When to use Reinforcement Learning (and when not to)
RL has achieved better than human performance in most video games and has also beat the best Go player in the world. It is a general framework that can solve very different tasks without any prior knowledge, and even achieve stellar performance at it. This is why there is so much hype around RL nowadays, and it is certainly a very important framework that still has lots of potential.
However, RL cannot solve every problem, at least not yet.
This is something important to have in mind, especially for RL enthusiasts like myself. In order to limit myself to applying RL only when it makes sense, I have written down three questions to ask myself before applying RL. If I can answer all of them in a satisfactory way, then I can continue applying RL to the task at hand, otherwise, I should look elsewhere for a way to deal with it.
Hoping these questions might be useful for anyone else trying to decide if RL is the right way to go, I’ve listed them here:
Can I afford making mistakes?

RL can be sample inefficient, especially deep RL. This means that it will take a long time for the RL agent to learn which actions are good and which ones are bad (i.e., which actions give a positive and a negative reward) making several mistakes on the way. This is why you shouldn’t use RL to control an airplane with passengers on board :)) However, if you can afford to make mistakes like in a flight simulator, RL is a good option. Making RL more robust — more efficient and less prone to errors — is currently a highly researched topic and many different approaches exist to reduce errors in RL: maximizing sample efficiency, learning from demonstrations, using external knowledge to guide and constrain agent (this is a paper I authored ;) ) and more.
What variables describe the state of the environment?
At each time step, the agent observes its environment and based on its state, it will decide what is the best action to perform at that time step. However, the definition of state in RL is not as clear as one might think at first because there are several things to take into account:
- What are the state variables and how can we quantify them? As an example, let’s say we are working applying RL for stocks trading. We can decide that the state will comprise the close price of the stock for the last 10 days, the volume operated on those days and the difference between the minimum and maximum price of the stock those days. However, we could also decide to use the change of price in percentage of that stock for the last 10 days, the volume operated and the difference between the minimum and maximum as percentage of the close price. Which option is better? This depends on the problem we want to solve: the second approach seems better because it is more generalizable but maybe the first one could perform better for a given stock since it will be able to identify minimum and maximum prices of the stock that can influence the growth of the price.
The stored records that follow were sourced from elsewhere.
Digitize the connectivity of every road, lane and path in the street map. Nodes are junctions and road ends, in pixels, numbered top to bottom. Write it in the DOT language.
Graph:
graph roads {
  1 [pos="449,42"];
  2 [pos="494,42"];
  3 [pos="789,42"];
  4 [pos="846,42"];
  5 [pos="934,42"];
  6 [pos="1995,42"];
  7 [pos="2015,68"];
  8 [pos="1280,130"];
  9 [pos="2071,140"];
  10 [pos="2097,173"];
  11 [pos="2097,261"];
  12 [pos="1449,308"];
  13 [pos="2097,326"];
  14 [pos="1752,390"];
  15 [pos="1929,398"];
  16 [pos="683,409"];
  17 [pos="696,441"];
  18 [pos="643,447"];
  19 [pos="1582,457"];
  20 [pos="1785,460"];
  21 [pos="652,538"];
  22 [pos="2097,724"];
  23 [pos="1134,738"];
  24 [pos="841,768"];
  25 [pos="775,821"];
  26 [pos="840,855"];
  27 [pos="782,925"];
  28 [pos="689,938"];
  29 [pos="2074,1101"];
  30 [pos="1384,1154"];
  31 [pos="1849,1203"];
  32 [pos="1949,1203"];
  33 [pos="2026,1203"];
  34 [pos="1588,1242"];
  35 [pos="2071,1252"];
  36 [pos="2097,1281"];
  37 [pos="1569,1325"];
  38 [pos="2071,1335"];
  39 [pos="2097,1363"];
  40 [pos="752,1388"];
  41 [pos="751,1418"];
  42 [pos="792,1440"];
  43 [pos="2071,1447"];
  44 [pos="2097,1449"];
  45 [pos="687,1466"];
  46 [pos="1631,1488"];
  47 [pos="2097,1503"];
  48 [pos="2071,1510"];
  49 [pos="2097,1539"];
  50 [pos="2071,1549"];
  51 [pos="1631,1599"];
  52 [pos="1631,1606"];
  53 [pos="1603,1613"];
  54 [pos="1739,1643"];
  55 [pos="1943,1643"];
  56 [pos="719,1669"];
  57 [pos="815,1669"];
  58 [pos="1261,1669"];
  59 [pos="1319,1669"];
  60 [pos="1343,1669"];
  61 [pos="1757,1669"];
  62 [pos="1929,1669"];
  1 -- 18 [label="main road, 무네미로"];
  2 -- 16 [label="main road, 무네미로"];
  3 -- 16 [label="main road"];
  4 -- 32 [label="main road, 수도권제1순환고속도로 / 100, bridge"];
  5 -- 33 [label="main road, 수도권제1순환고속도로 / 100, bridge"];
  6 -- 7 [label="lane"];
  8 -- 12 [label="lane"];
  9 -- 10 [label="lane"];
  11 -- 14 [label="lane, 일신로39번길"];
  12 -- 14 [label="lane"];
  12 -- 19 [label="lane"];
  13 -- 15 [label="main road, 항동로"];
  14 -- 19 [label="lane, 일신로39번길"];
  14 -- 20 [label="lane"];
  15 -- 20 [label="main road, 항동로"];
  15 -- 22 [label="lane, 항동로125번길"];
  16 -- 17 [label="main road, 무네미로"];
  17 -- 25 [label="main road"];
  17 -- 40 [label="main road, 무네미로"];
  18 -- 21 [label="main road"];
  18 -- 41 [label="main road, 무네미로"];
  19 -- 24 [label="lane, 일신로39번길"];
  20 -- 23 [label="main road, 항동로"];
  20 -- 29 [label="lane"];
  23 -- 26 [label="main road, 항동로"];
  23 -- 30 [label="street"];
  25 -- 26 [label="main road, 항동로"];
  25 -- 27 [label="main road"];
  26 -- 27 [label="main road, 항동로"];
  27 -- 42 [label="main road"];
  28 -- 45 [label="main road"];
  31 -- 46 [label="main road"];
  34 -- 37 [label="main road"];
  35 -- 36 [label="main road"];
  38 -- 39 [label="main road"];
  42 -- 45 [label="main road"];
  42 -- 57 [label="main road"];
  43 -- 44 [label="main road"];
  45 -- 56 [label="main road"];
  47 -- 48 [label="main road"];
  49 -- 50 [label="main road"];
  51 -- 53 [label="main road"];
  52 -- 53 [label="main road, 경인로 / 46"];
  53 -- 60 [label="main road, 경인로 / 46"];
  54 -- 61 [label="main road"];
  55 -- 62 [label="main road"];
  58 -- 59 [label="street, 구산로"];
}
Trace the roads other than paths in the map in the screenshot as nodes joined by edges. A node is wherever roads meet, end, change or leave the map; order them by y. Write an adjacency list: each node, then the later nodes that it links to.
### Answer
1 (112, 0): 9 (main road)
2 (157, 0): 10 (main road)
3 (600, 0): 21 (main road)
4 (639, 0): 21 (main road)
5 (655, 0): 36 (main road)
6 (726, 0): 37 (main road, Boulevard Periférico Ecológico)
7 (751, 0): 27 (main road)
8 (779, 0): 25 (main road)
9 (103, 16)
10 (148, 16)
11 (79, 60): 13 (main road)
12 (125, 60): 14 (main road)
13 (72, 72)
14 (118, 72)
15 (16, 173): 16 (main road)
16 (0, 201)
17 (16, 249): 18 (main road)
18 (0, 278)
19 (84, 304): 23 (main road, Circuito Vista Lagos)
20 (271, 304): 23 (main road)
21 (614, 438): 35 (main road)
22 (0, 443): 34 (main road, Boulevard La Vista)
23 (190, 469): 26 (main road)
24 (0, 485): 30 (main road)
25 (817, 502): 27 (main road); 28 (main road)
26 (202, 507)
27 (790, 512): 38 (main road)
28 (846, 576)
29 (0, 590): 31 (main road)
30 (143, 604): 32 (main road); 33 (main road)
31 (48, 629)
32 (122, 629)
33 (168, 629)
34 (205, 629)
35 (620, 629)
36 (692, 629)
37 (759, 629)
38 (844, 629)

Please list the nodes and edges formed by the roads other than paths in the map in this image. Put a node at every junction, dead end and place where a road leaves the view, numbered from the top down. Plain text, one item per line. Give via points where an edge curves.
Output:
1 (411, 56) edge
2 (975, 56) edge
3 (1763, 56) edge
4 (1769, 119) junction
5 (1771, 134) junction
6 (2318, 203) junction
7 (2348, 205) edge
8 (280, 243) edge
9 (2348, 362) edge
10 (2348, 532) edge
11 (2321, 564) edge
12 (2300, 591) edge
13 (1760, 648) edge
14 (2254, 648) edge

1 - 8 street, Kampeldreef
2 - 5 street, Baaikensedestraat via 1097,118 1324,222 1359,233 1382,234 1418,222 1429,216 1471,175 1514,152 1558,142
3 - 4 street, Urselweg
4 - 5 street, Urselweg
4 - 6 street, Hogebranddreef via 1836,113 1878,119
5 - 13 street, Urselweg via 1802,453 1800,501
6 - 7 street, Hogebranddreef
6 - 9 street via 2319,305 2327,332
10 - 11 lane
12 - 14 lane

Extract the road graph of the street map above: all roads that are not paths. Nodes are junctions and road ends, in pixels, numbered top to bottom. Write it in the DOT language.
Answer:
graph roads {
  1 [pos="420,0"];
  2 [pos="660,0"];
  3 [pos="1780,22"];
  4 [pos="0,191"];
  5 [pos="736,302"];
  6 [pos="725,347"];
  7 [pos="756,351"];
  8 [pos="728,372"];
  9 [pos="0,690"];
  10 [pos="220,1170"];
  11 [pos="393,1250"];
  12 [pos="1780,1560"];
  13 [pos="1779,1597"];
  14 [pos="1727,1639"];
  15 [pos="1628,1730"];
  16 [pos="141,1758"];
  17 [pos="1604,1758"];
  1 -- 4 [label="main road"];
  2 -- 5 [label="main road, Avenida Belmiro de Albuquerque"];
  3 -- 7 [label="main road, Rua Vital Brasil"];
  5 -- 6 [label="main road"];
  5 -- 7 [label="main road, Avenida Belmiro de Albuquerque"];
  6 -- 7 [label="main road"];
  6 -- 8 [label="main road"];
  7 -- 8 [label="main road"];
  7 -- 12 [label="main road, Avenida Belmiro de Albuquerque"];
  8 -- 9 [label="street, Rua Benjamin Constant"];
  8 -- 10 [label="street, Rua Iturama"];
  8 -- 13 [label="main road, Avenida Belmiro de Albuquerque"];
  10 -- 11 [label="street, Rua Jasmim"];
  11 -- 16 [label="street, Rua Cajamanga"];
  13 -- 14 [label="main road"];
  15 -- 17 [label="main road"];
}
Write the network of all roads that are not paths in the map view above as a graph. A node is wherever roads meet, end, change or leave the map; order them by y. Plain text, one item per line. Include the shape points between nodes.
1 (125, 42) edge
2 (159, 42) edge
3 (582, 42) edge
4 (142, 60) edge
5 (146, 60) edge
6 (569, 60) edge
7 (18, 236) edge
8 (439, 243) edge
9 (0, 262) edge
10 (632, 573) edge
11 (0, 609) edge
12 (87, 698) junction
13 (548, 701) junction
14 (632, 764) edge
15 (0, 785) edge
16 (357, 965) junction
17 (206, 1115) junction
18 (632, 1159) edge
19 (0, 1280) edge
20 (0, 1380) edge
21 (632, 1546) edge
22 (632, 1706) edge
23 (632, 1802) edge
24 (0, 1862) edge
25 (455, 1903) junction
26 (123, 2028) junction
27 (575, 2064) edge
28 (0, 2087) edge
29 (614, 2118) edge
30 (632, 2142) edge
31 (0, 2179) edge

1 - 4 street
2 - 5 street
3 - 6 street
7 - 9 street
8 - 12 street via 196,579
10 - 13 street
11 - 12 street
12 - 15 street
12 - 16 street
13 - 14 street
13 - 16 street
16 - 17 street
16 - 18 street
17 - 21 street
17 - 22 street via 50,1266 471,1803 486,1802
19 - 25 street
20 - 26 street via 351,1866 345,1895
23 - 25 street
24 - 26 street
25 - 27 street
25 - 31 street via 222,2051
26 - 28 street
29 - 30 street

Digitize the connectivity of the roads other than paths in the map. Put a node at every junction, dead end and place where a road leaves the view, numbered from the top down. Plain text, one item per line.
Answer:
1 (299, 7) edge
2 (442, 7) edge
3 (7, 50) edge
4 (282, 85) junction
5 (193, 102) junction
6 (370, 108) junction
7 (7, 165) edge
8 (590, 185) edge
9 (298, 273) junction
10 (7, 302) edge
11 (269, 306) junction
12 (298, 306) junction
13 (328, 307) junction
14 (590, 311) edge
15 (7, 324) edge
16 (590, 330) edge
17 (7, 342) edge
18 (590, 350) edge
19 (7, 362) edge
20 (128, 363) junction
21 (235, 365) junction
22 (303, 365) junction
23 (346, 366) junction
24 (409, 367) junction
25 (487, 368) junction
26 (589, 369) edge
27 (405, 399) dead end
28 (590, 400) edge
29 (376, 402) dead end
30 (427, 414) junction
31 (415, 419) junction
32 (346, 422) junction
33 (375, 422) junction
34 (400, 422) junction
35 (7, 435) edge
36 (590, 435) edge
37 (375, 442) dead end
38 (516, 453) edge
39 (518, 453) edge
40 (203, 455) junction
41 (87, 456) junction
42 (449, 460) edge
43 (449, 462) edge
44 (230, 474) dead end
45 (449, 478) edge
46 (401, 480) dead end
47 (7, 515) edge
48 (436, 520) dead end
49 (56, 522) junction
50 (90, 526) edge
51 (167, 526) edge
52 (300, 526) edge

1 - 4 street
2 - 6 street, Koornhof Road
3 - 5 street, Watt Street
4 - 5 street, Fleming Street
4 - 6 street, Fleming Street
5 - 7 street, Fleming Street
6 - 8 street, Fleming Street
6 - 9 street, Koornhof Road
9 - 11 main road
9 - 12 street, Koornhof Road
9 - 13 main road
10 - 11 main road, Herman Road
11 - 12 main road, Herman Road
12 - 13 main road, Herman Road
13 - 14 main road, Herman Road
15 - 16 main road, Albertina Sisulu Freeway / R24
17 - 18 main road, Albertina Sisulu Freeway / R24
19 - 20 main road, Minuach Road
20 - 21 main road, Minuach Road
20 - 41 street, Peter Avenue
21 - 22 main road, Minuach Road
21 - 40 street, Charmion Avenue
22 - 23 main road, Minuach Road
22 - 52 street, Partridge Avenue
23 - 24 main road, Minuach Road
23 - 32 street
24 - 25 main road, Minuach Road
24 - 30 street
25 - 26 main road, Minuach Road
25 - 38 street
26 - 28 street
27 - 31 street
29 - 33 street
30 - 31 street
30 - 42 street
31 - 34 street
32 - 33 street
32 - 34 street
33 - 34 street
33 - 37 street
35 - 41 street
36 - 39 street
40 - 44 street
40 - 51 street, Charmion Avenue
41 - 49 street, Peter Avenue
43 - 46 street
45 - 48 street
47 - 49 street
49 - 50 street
And there are still many other options to take into account: we can also use a binary variable where 0 represents a decline on the price that day and a 1 that represents a price growth on that day, we could also observe the RSI, the moving average price, we could also use sentiment of news for that stock, or even the price of other stocks or commodities, etc.
- Does the agent have access to these variables at each time step? This is a very important point to consider and it is often given as granted. However, not having access to a variable on a given day can mean that our RL agent will perform badly and even come to learn a wrong behavior with time. In the previous case, imagine the RL is trading a not so famous stock and one of the state variables is the news sentiment in the last 10 days. Since this stock is not famous, it could happen that 10 days pass by and no news of this stock show up, what is the sentiment on this stock then?
- On one hand, the more information available to the agent, the better decisions it will be able to make because it will have a more precise idea of what is happening. This is the same for us humans: the more information we have, the better decision we can make. E.g., we could use all the variables defined in the first point for our RL trader, then it has access to everything that’s happening.
- On the other hand, the more information available to the agent, the longer it will take for it to map states to actions, because the action space grows exponentially with the number of variables and values we take into account. We can also relate to this: when we have access to too much information, we feel overwhelmed because it is hard to process all this information in our brain. Continuing with the previous example, the agent has access to many variables that actually do not matter for trading a certain stock and could get confused by thinking correlation implies causation (even humans get trapped into this sometimes!).